Vanaf heden zij er dan besloten dat de vrouw mijn kinderen niet voort zal brengen. Enig welke vrouw ook. Noch enig kind. Ze zullen mij niet meer pijnigen met de verleiding. Wederom vrouw noch kind. Dan maar geen nageslacht. ‘t Geslacht der Zijpen van de tak Ton zal uitsterven voordat ‘t besefte dat ‘t begonnen was. (Hoewel ik mij wel zeer bewust was, & zodoende ook nog steeds ben, van mijn bestaan).
Mede daarmee is besloten dat de vrouw niet meer in staat gesteld moet worden met adem of enigszins blazende verplaatsing van de lucht dmv mondtuiting mijn oor te beroeren. & Daarmee de rest van m’n lichaam, wegens golfslagbeweging die deze doet veroorzaken in de opeenvolgende zenuwen & bijbehorende prikkels in de hersens door openstaande synapsen & verdergaande anatomisch bepaalde stuiptrekkingen.
Waarvan ik geen kaas gegeten heb.
Ik zal de rest van mijn dagen doorbrengen in tonen, klanken uit eigen mond, nietsbevroedende klanken, die ik tijdens de dagelijkse, misschien wekelijkse, mocht ik mijn bewegingsvrijheid in die wijze willen indelen, wandelingen, ommegangetjes, tot mij hoor komen. Waarvan ik de neiging zal hebben ze voluit over straat te doen schallen. Kenbaar makend dat ik m’n eigen taal heb, m’n eigen bevolking, m’n eigen gebruiksaanwijzing.

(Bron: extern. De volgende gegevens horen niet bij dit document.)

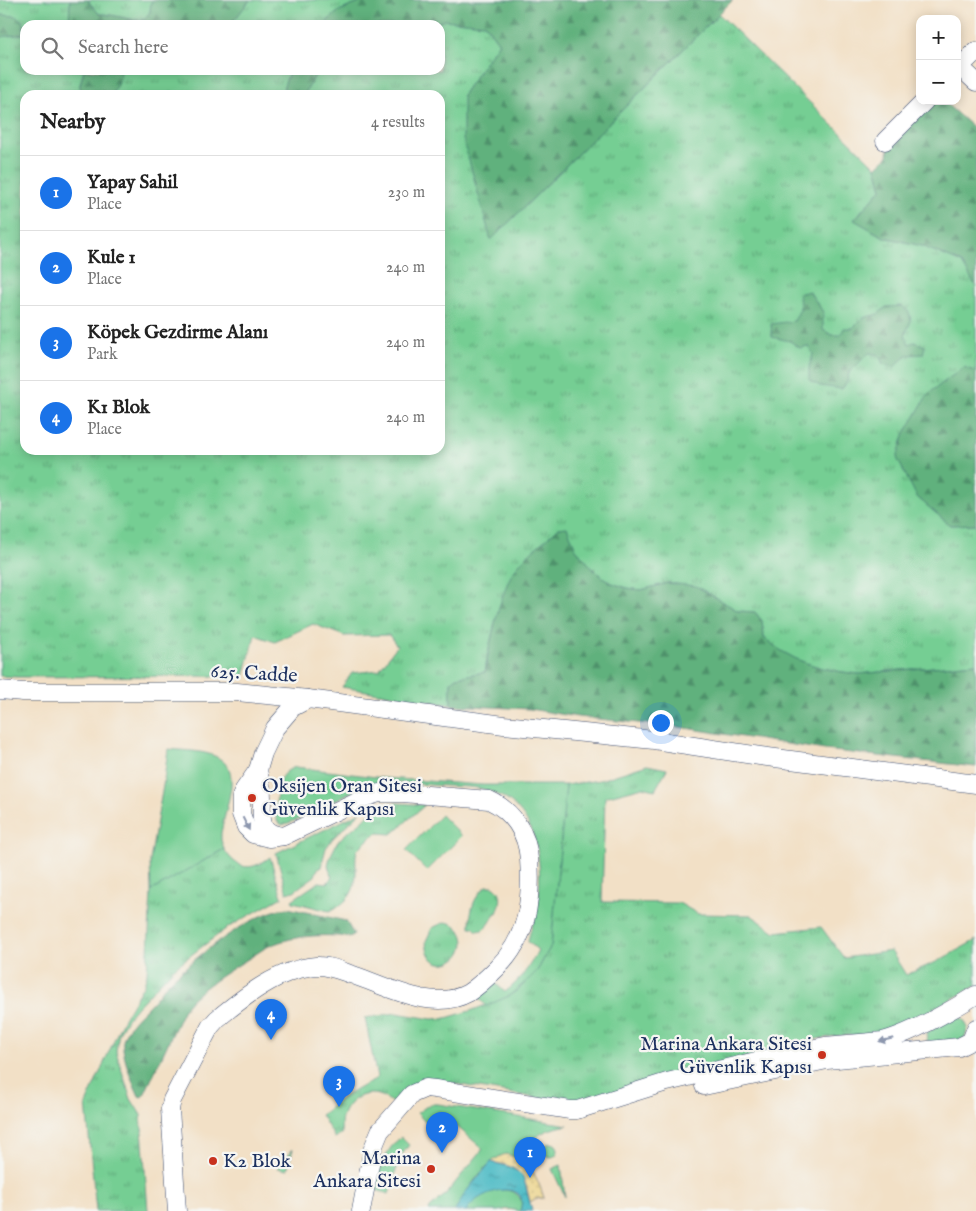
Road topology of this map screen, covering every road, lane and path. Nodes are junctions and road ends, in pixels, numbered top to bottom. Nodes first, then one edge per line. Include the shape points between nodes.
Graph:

Een vrouw zij daar beter niet in gemoeid.
Haar vreemde lichaam doet rare associaties oproepen van vertes & vlaktes, die niet op die van holland, ‘t vaderland, lijken. Een ongekend spel is dat lichaam, waar men zich uren mee zoet kan houden. Waar vertes verleidingen lijken, & holtes diepe spelonken van geheimenissen. Waar glooiingen uitnodigen tot onverhoeds balanceren, roekeloze pogingen ‘t evenwicht te verliezen & zelfoppofferend gedrag.
Men kan er beter niet vertoeven.
Zeker niet zo’n gestel als 1 afkomstig van Zijperspace.